Summary and Conclusions

This paper utilized HZETRN to compute particle flux, dose, and dose equivalent on the surface of Mars. The modeling approach coupled to HZETRN and the various input models and parameters were described. As part of a broader model verification and validation effort described within this special issue, sensitivity tests were performed to provide some context for inter-code comparisons provided in Matthia et al. (2017). It was found here that the atmosphere and regolith composition have only a minimal impact on surface quantities.

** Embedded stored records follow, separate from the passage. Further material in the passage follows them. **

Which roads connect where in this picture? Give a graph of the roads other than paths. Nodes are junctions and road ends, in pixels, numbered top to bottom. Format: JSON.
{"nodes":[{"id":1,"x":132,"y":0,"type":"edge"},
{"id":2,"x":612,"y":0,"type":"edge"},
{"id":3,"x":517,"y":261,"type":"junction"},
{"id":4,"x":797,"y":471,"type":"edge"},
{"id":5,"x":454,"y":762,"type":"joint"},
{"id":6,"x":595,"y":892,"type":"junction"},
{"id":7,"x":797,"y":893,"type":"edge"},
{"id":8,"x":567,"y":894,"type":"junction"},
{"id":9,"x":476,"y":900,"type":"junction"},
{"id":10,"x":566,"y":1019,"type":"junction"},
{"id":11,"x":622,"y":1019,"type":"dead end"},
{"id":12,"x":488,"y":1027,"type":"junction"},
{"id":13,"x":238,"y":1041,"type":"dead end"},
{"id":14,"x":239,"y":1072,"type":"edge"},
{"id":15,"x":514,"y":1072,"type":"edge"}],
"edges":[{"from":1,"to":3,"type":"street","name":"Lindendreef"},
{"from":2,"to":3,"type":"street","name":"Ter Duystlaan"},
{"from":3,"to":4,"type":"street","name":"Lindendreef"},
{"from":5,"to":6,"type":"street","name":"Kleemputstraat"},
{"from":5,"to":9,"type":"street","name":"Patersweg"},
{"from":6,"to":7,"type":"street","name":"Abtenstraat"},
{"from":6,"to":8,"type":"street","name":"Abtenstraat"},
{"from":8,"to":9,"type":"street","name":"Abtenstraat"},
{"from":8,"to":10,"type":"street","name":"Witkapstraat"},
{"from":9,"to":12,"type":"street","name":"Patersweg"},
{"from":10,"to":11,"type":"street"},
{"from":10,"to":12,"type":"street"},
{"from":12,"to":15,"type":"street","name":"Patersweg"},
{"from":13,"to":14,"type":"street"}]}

Details of the density variation within the atmosphere and uncertainties associated with specifying the vertical atmospheric thickness also play a minor role. Two widely used GCR models were evaluated to provide inputs into HZETRN, and surface exposure quantities were found to be within several percent of each other. Uncertainty associated with specifying solar activity in the BON2014 GCR model was examined as well. The solar modulation parameter used within BON2014 to quantify solar activity was varied by ±20% from the nominal value calculated over the MSLRAD measurement dates. Surface quantities were found to vary by as much as 20% as a result of perturbing the solar modulation parameter.

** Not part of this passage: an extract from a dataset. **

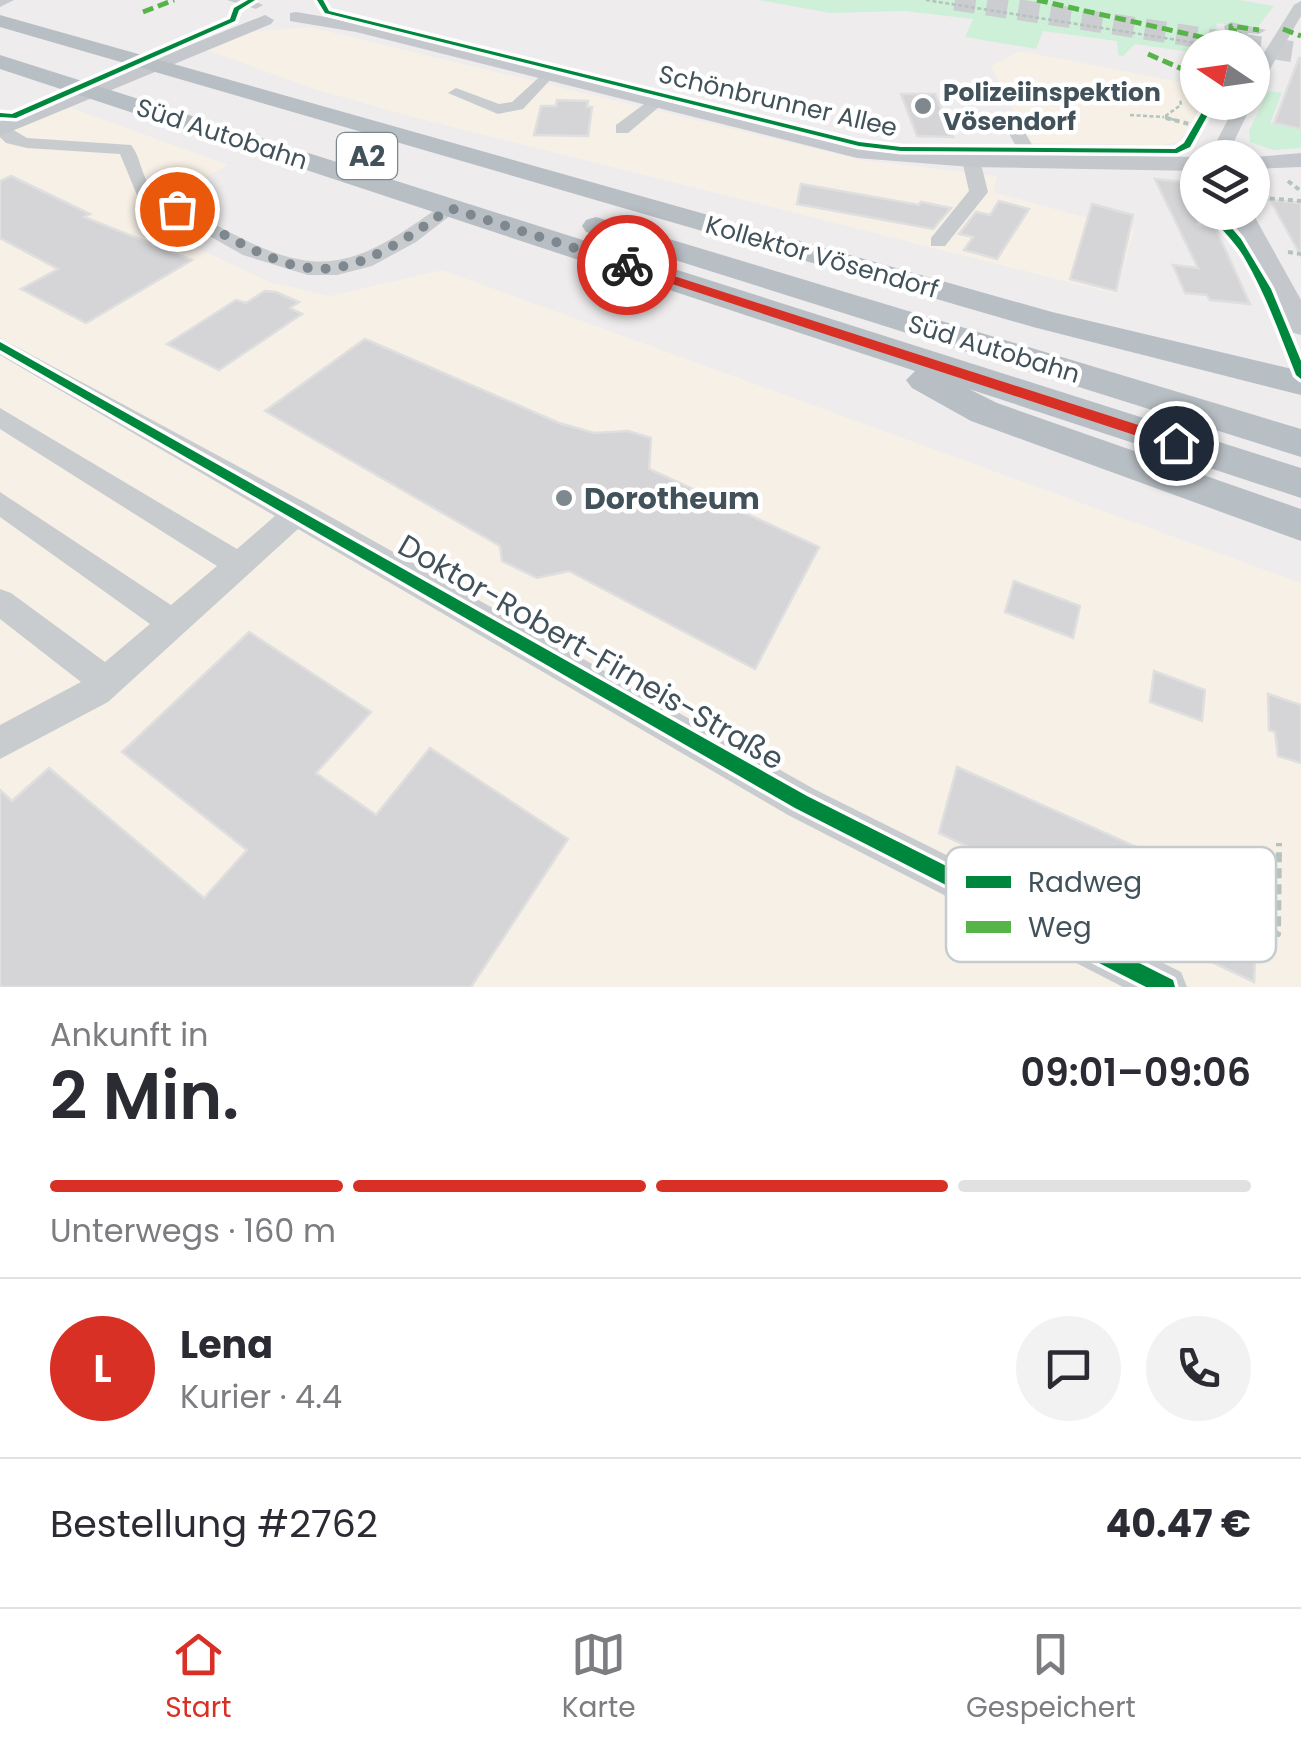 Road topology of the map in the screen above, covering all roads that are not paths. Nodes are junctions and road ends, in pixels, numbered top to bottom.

These results are important to help interpret inter-code comparisons provided in Matthia et al. (2017). In particular, it suggests that observed model-to-model differences can be attributed mainly to nuclear model uncertainty that can be reduced only with ground-based accelerator measurements of relevant cross sections and fundamental nuclear model improvements. Model-to-measurement differences can be attributed mainly to nuclear model differences and GCR model uncertainty. The latter may be reduced with additional satellite measurements in free space and would be helpful in providing more accurate radiation assessments for both the cruise and surface components of a Mars mission.

Acknowledgements

This work was supported by the Human Research and Advanced Exploration Systems Programs under the Human Exploration and Operations Mission Directorate of NASA and by NASA contract NNJ15HK11B.

Appendix

This section provides a summary of the input specifications used to run HZETRN for the comparison to MSLRAD data in Matthia et al. (2017).

  • GCR model: BON2014 with input dates specified as November 15, 2015 – January 15, 2016. For reference, this yielded a solar modulation parameter of 572 MV.

  • Regolith composition: See DefaultReg definition in Table 1.

  • Atmosphere composition: See DefaultAtm definition in Table 2.

  • Atmospheric density model: MCD v4.3.
    • MCD v4.3 inputs: location specified as 137.4° east, −4.7° south, and the solar longitude (Ls) was selected as 137.4° to give a vertical atmospheric thickness of 23 g/cm2.